2.5 Exhaust Downpipe joint rusty bolts replaced

Hi all,
I'm about to have to do this job myself (or my mechanic is anyway). What size replacement bolts to use? M10? And what length?
Is it ok to use stainless for this job? Are they more prone to fracturing?
Thanks in advance.
Robert.
 
Thanks for the replies Rockhopper & raymond.harper.
This new layout doesn't seem to notify me of any replies.
Mechanic did the job. £120 cash. He did say that 40mm bolts were a bit too short so he couldn't use the spring washers on top of the plain ones.
Also that it was not the easiest of jobs to do.
 
The exhaust bolts on the downpipe joints had corroded away what was left of the two lower nuts were just about holding the joint together and of course the rust. The original bolts have blind splined heads that grip inside the upper joint holes and were seized in. Cut what was left of the lower end of the bolt so it was flush with the exhaust flange and gave the air hammer a go but it wouldn't shift the bolt. Ended up using a thin cutting disc in the angle grinder and cut a slot along lower and upper sides of the jointing brackets which took the tension off the splined end. A few rattles with the air hammer had them moving and out they popped.
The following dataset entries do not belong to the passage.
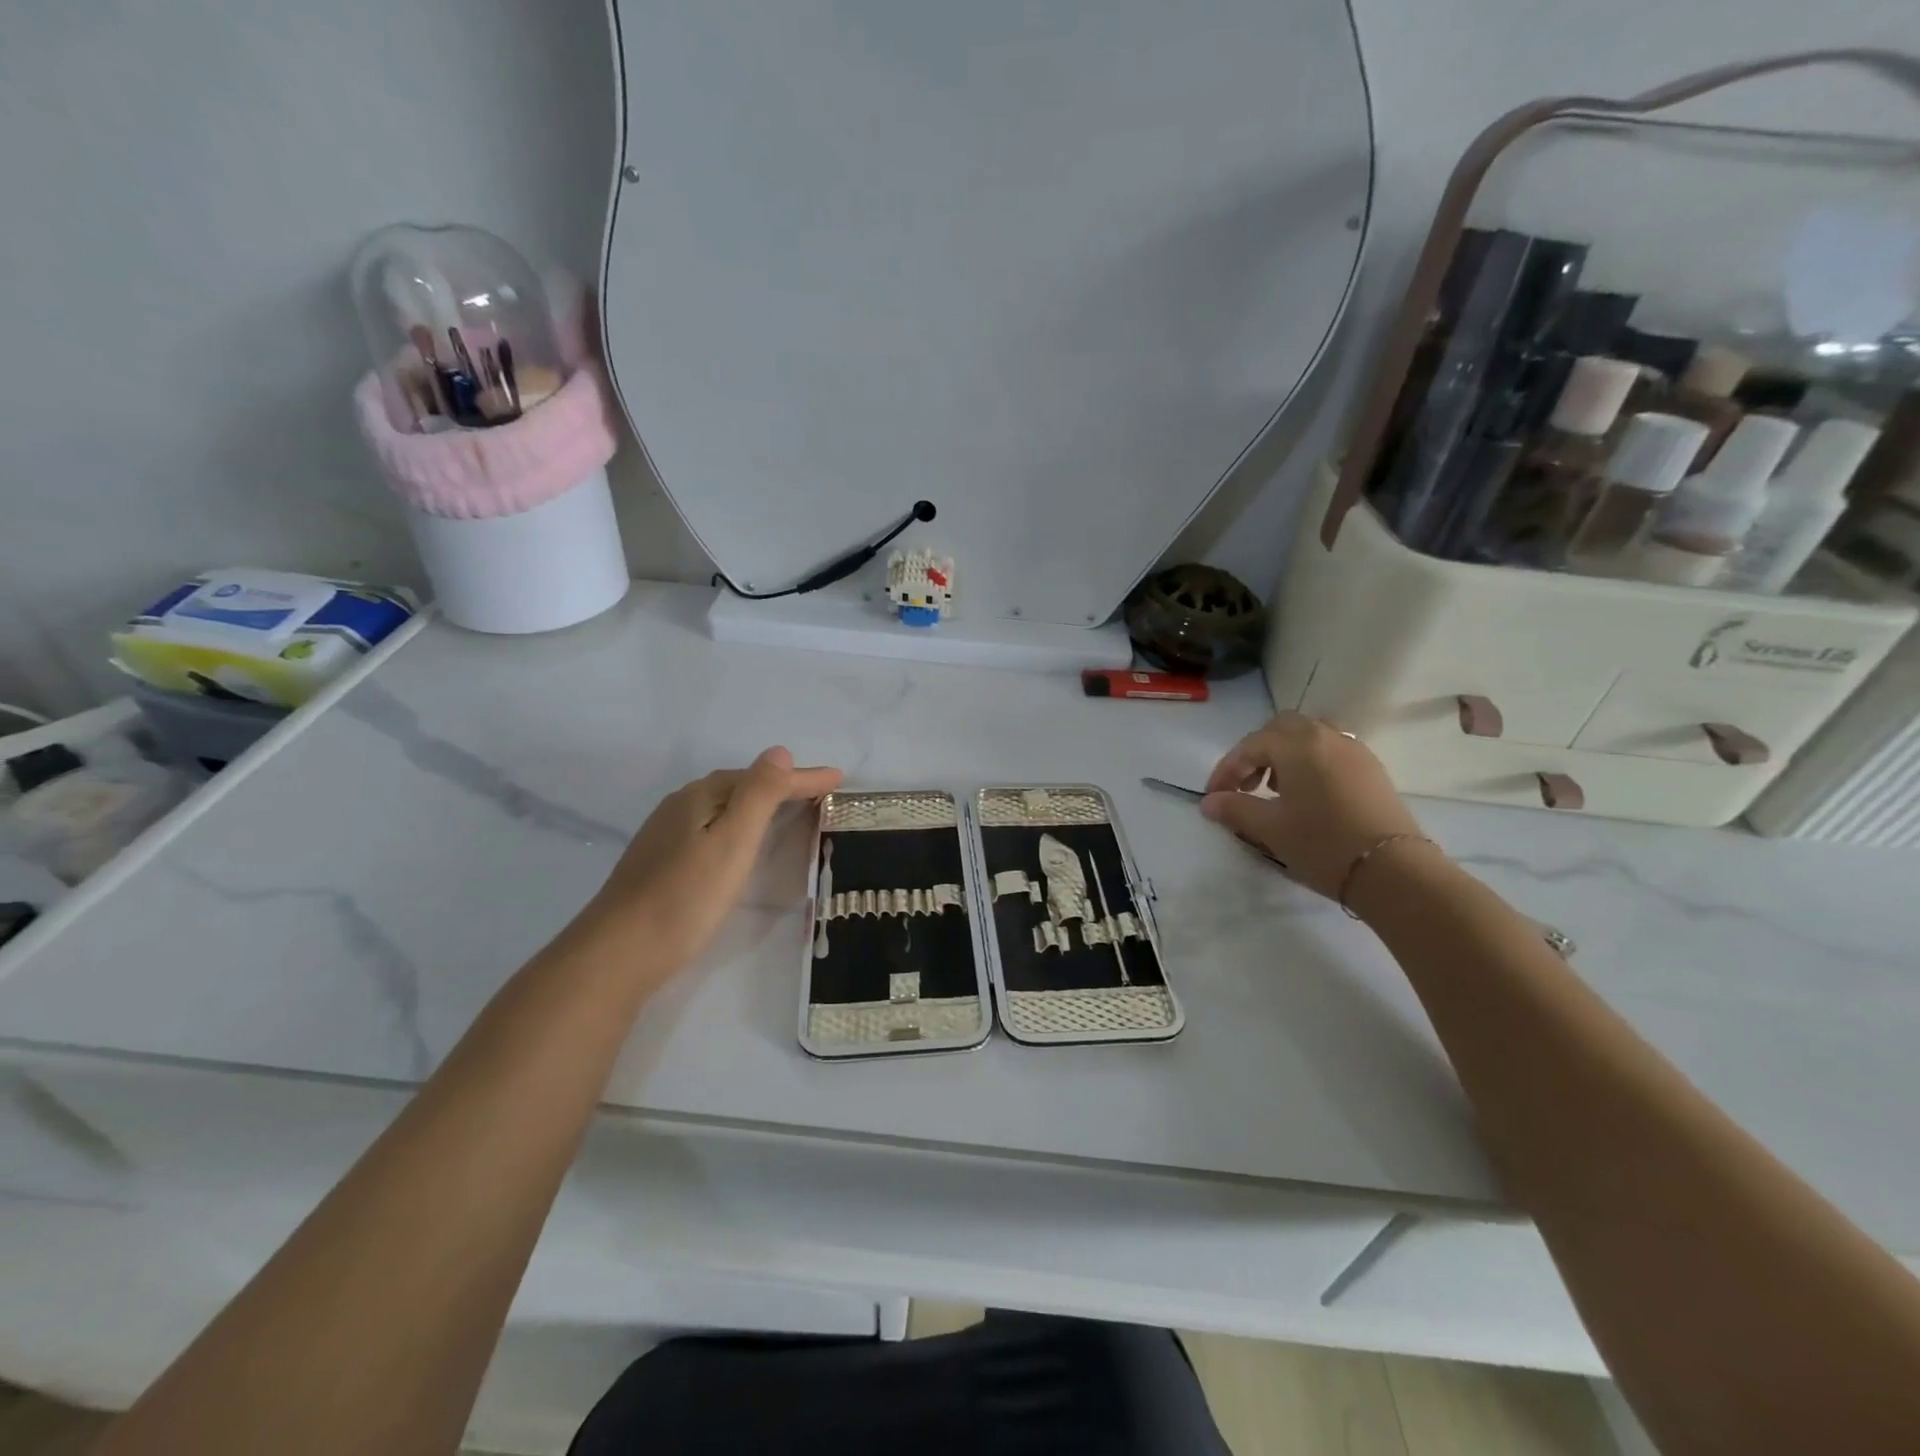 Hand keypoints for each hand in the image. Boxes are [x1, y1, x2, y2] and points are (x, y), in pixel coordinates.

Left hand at [579, 747, 842, 972]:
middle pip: (739, 786)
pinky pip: (711, 827)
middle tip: (819, 791)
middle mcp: (680, 806)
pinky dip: (738, 824)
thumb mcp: (733, 841)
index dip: (802, 778)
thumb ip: (759, 794)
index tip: (839, 779)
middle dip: (780, 785)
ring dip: (758, 803)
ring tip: (788, 809)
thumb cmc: (686, 896)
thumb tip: (780, 752)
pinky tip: (740, 842)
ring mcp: (666, 835)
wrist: (619, 953)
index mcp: (700, 796)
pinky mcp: (660, 862)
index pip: (761, 778)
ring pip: (722, 806)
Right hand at [1200, 712, 1427, 900]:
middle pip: (1281, 729)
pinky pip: (1330, 751)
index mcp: (1298, 745)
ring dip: (1284, 755)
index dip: (1226, 770)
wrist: (1393, 871)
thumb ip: (1235, 809)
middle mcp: (1326, 736)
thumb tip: (1209, 802)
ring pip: (1309, 736)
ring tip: (1274, 789)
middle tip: (1245, 785)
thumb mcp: (1270, 828)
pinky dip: (1309, 762)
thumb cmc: (1322, 844)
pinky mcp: (1371, 769)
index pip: (1250, 746)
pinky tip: (1306, 795)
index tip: (1214, 797)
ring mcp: (1354, 750)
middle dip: (1256, 752) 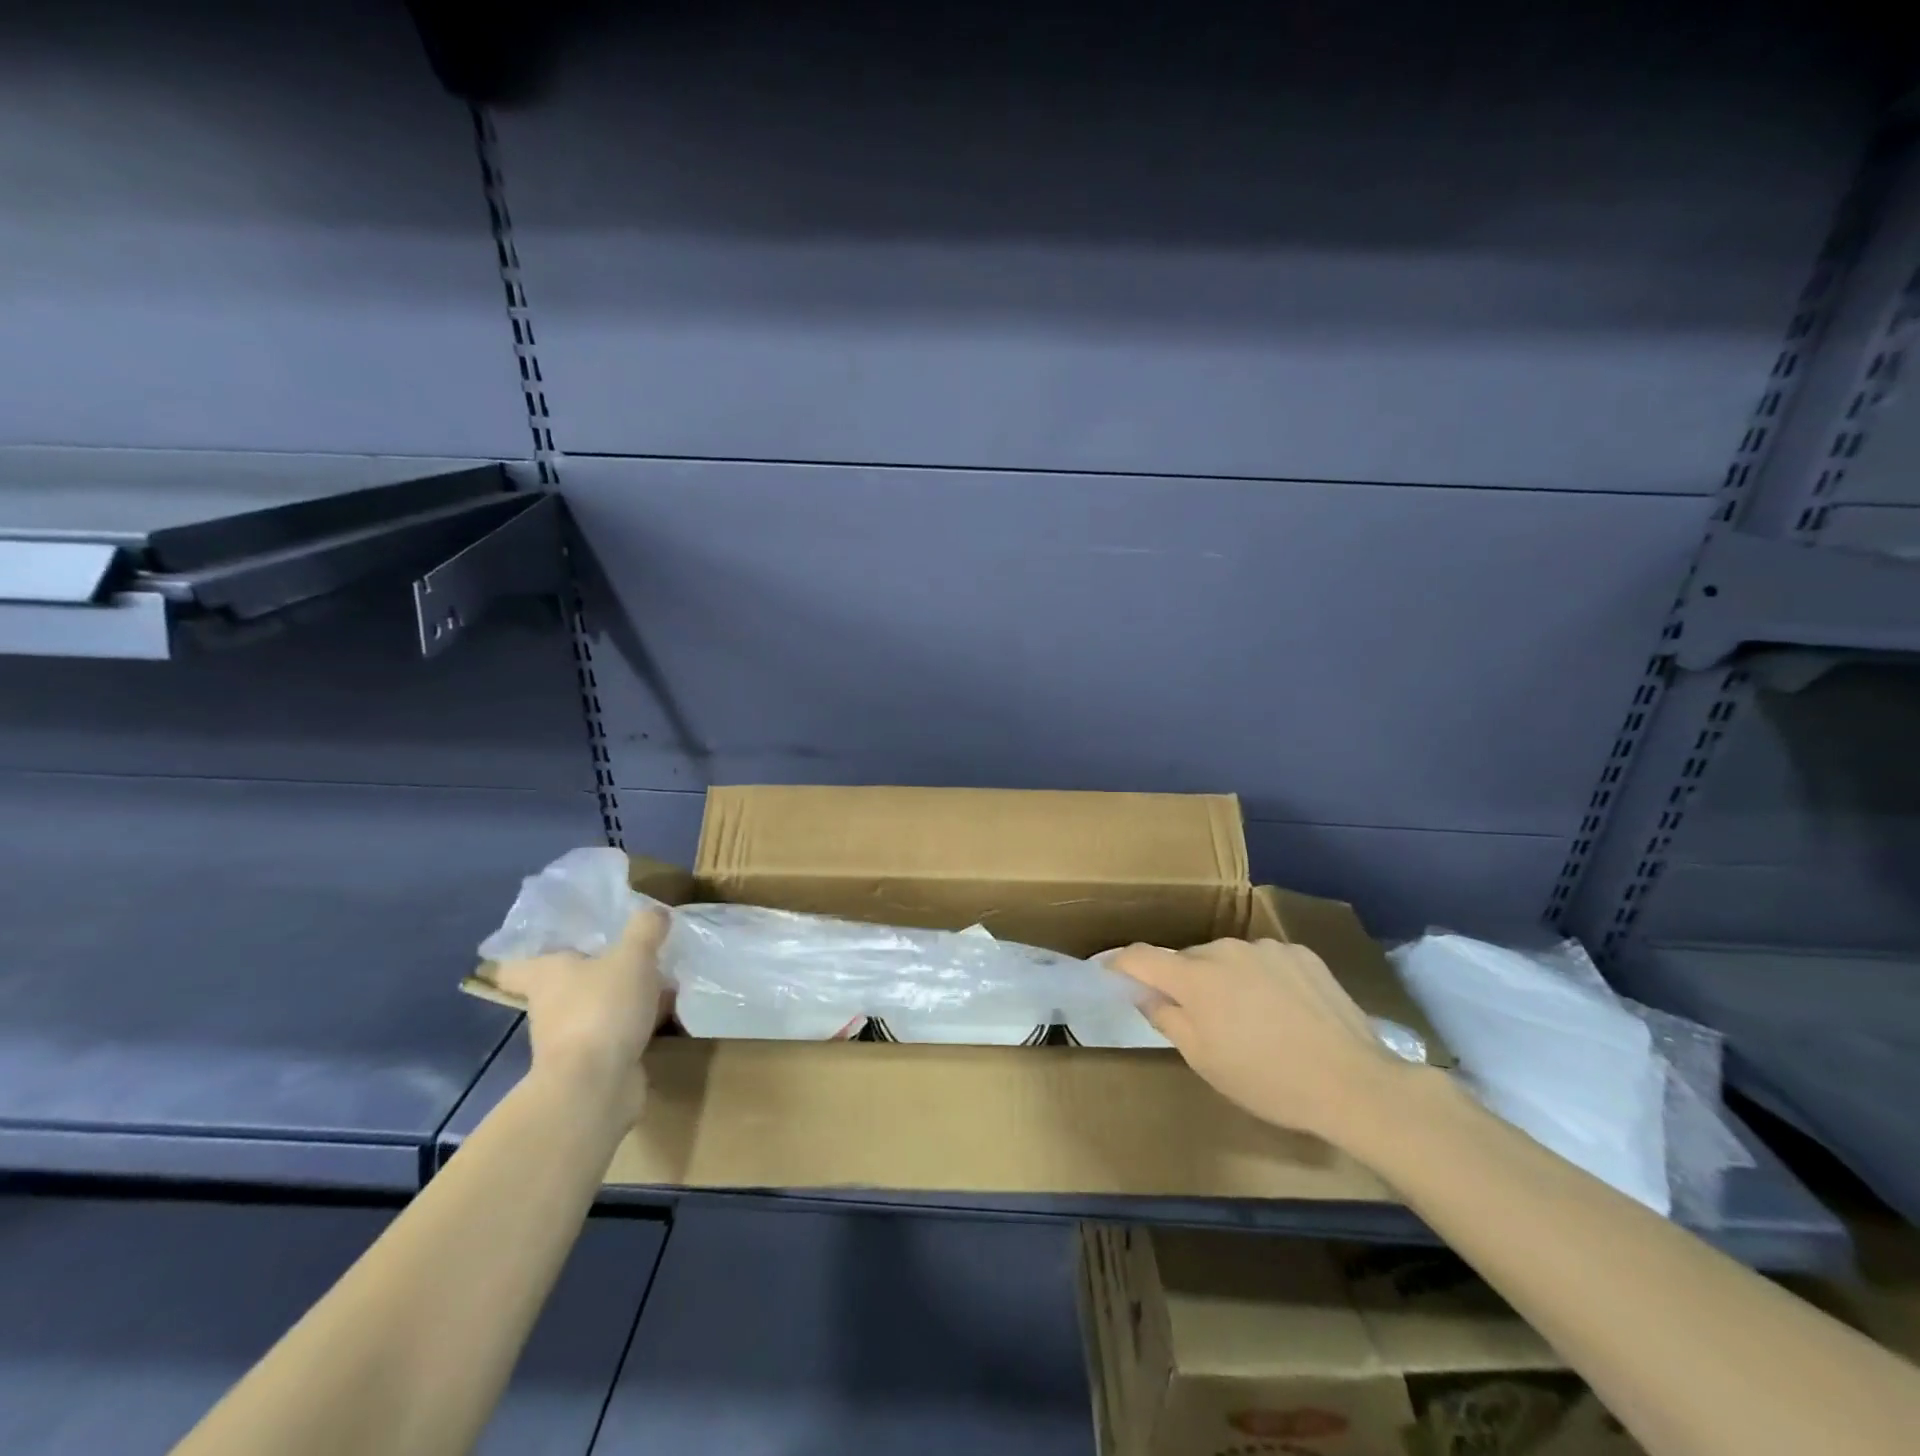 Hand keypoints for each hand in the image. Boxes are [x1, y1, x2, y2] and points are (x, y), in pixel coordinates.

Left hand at [489, 910, 668, 1127]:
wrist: (596, 1087)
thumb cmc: (602, 1009)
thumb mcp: (633, 956)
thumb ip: (645, 929)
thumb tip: (655, 911)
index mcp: (546, 976)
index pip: (516, 964)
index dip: (528, 952)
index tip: (551, 942)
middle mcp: (549, 1007)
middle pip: (564, 984)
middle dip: (593, 970)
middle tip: (627, 951)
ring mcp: (569, 1039)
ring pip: (594, 1007)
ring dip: (620, 997)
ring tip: (659, 979)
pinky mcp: (594, 1063)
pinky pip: (616, 1032)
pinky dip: (636, 1023)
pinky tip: (665, 1012)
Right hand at [1110, 938, 1418, 1146]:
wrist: (1354, 1084)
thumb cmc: (1267, 1080)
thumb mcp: (1205, 1060)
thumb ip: (1167, 1018)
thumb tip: (1145, 993)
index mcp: (1196, 977)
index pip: (1141, 956)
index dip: (1120, 964)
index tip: (1112, 975)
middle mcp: (1226, 949)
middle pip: (1188, 959)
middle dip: (1184, 982)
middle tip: (1199, 1019)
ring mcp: (1267, 948)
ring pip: (1227, 958)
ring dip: (1225, 979)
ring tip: (1250, 1019)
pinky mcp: (1301, 953)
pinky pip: (1264, 960)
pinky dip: (1261, 978)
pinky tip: (1284, 1010) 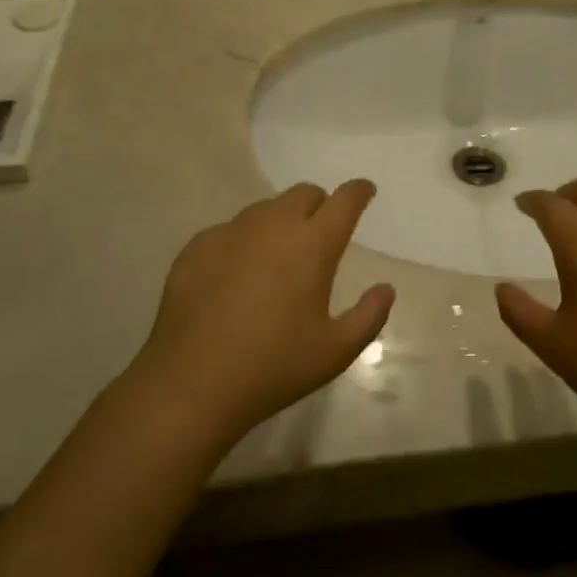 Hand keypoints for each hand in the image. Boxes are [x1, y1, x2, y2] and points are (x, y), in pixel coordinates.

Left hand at [135, 181, 393, 447]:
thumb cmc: (273, 367)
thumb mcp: (336, 351)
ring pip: (266, 208)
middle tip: (321, 232)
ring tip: (279, 255)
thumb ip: (370, 316)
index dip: (358, 191)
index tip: (365, 192)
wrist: (191, 385)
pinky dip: (244, 241)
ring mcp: (231, 232)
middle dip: (320, 204)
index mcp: (313, 244)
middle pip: (304, 193)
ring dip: (281, 221)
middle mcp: (273, 225)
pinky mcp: (197, 247)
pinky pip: (230, 229)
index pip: (344, 200)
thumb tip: (385, 289)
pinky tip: (237, 274)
Replaced both with Stainless flanged bolts and flanged nuts put some Loctite on the threads, remains to be seen if it holds up to the heat but both nuts were fully tigtened and the joint tested leak free so the gaskets remained intact. I did fill the visible slot with exhaust paste to finish it off.
Upper bolts still have rusty nuts intact so these were left for another day, will be harder to get at these with an angle grinder may have to invest in a Dremel and give that a go.
Video by someone else doing this job but drilled them out,

I tried drilling but my new drills wouldn't touch the original bolts so resorted to the angle grinder and slot method.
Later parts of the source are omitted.